*** RECORDS FOR THIS TASK

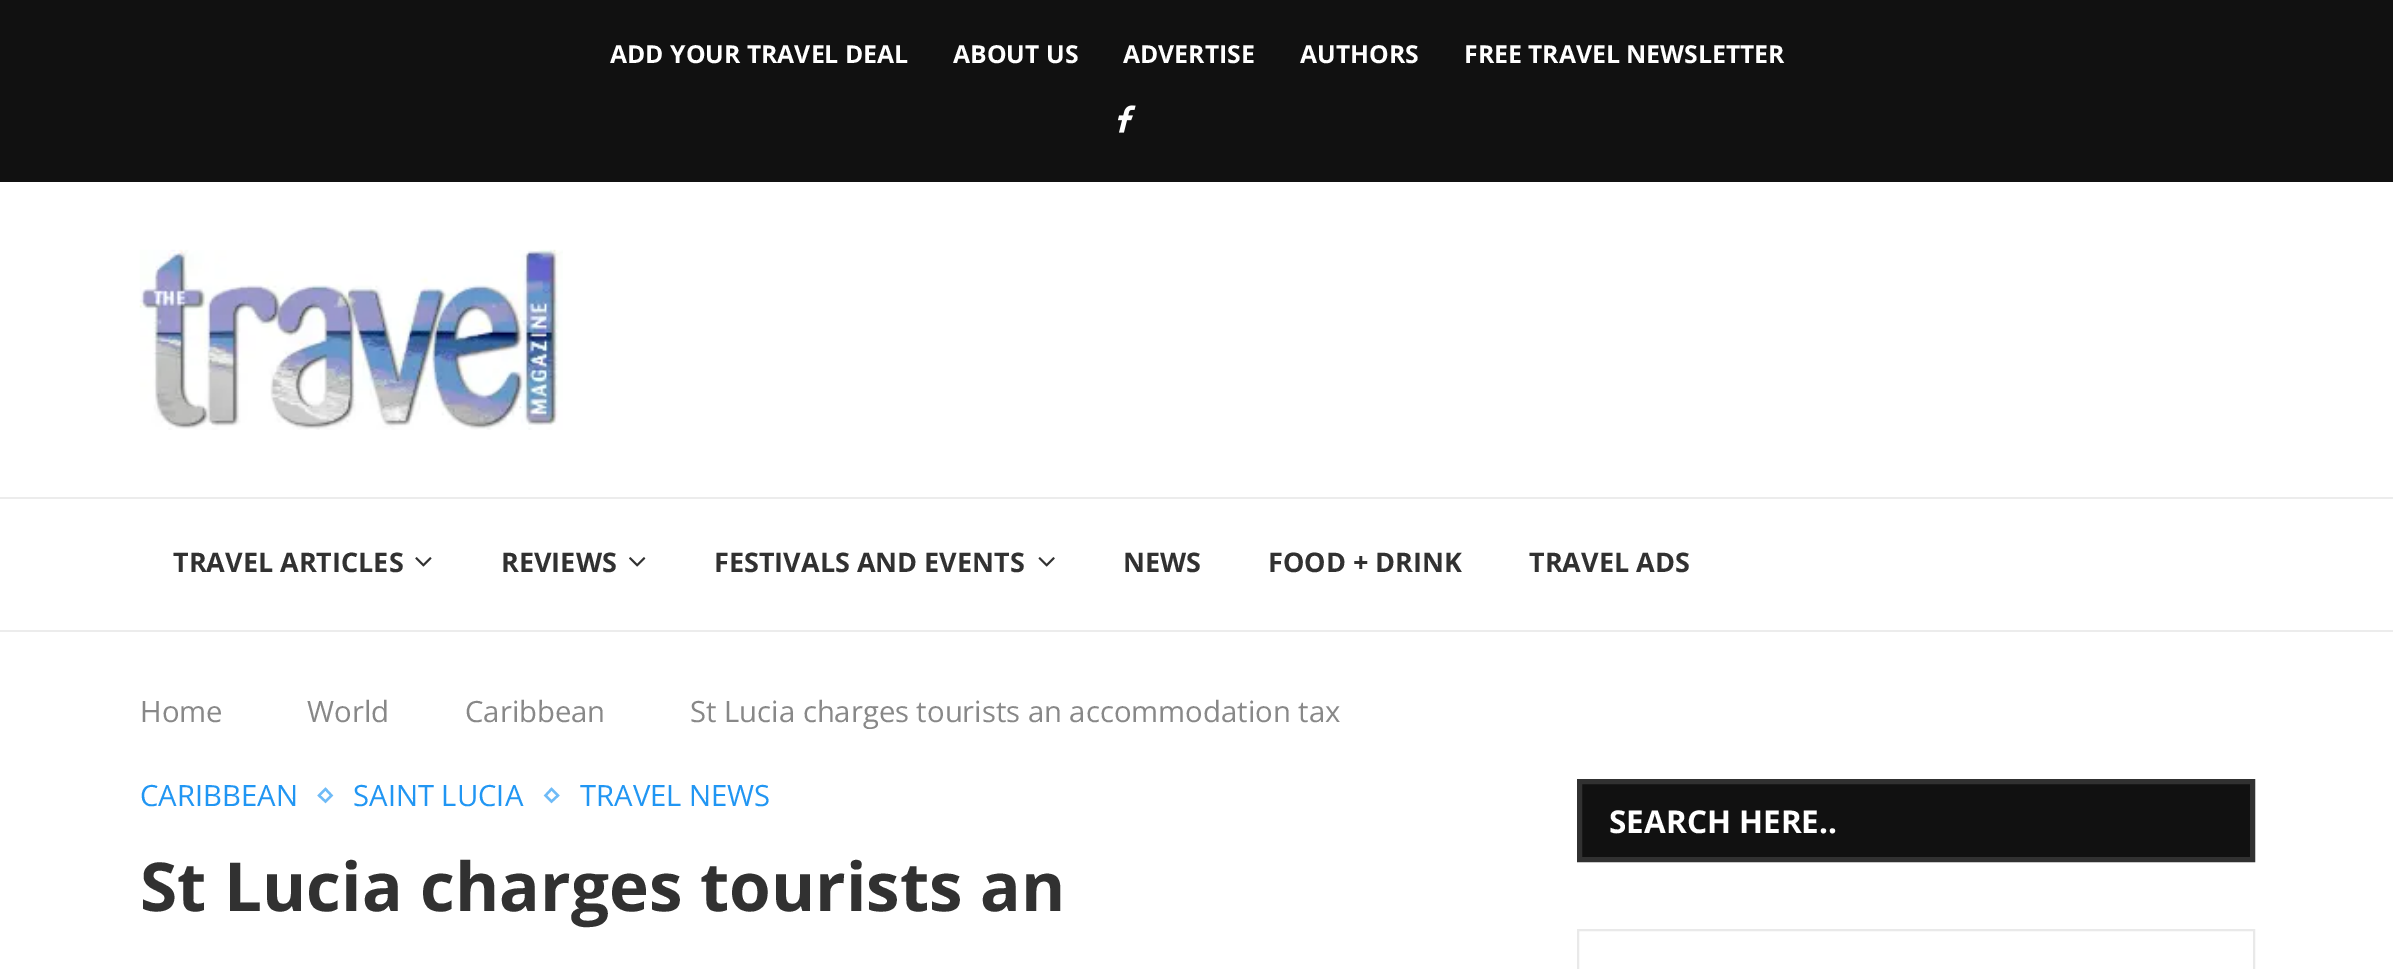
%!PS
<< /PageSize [2393 969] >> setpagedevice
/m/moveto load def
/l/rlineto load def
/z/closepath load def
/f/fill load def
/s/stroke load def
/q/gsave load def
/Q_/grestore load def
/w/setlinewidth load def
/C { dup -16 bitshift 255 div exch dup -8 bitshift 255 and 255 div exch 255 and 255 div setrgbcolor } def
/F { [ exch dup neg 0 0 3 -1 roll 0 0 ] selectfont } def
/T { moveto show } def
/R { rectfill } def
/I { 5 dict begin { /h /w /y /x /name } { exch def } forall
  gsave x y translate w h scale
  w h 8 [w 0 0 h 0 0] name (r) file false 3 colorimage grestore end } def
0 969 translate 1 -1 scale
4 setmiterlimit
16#FFFFFF C
0 0 2393 969 R
16#111111 C
0 0 2393 182 R
/OpenSans-Bold 24.75 F
16#FFFFFF C
(ADD YOUR TRAVEL DEAL) 610 63 T
(ABOUT US) 953 63 T
(ADVERTISE) 1123 63 T
(AUTHORS) 1300 63 T
(FREE TRAVEL NEWSLETTER) 1464 63 T
(1.rgb) 1118 105 18 28 I
(2.rgb) 139 249 424 181 I
16#ECECEC C
0 497 2393 2 R
0 630 2393 2 R
/OpenSans-Bold 27 F
16#313131 C
(TRAVEL ARTICLES) 173 572 T
(3.rgb) 415 557 17 10 I
(REVIEWS) 501 572 T
(4.rgb) 629 557 17 10 I
(FESTIVALS AND EVENTS) 714 572 T
(5.rgb) 1038 557 17 10 I
(NEWS) 1123 572 T
(FOOD + DRINK) 1268 572 T
(TRAVEL ADS) 1529 572 T
/OpenSans-Regular 29.25 F
16#888888 C
(Home) 140 722 T
(World) 307 722 T
(Caribbean) 465 722 T
(St Lucia charges tourists an accommodation tax) 690 722 T
16#2196F3 C
(CARIBBEAN) 140 806 T
16#6FBBF7 C
2.3 w
325.5 789 m 6 6.5 l -6 6 l -6.5 -6 l z s
16#2196F3 C
(SAINT LUCIA) 353 806 T
16#6FBBF7 C
551.5 789 m 6.5 6.5 l -6.5 6 l -6 -6 l z s
16#2196F3 C
(TRAVEL NEWS) 580 806 T
/OpenSans-Bold 67.5 F
16#313131 C
(St Lucia charges tourists an) 140 911 T
16#111111 C
1579.5 781.5 m 673 0 l 0 78 l -673 0 l z q f Q_
16#313131 C
5 w
s
/OpenSans-Bold 31.5 F
16#FFFFFF C
(SEARCH HERE..) 1609 833 T
16#E9E9E9 C
2 w
1578 930 676 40 rectstroke
showpage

******

» **WORK TO COMPLETE**: Starting with the opening line of the listing, write out each line exactly until the line that contains "4 setmiterlimit" has been included; skip the pictures.

» **WRITTEN SOLUTION**:
%!PS
<< /PageSize [2393 969] >> setpagedevice
/m/moveto load def
/l/rlineto load def
/z/closepath load def
/f/fill load def
/s/stroke load def
/q/gsave load def
/Q_/grestore load def
/w/setlinewidth load def
/C { dup -16 bitshift 255 div exch dup -8 bitshift 255 and 255 div exch 255 and 255 div setrgbcolor } def
/F { [ exch dup neg 0 0 3 -1 roll 0 0 ] selectfont } def
/T { moveto show } def
/R { rectfill } def
/I { 5 dict begin { /h /w /y /x /name } { exch def } forall
  gsave x y translate w h scale
  w h 8 [w 0 0 h 0 0] name (r) file false 3 colorimage grestore end } def
0 969 translate 1 -1 scale
4 setmiterlimit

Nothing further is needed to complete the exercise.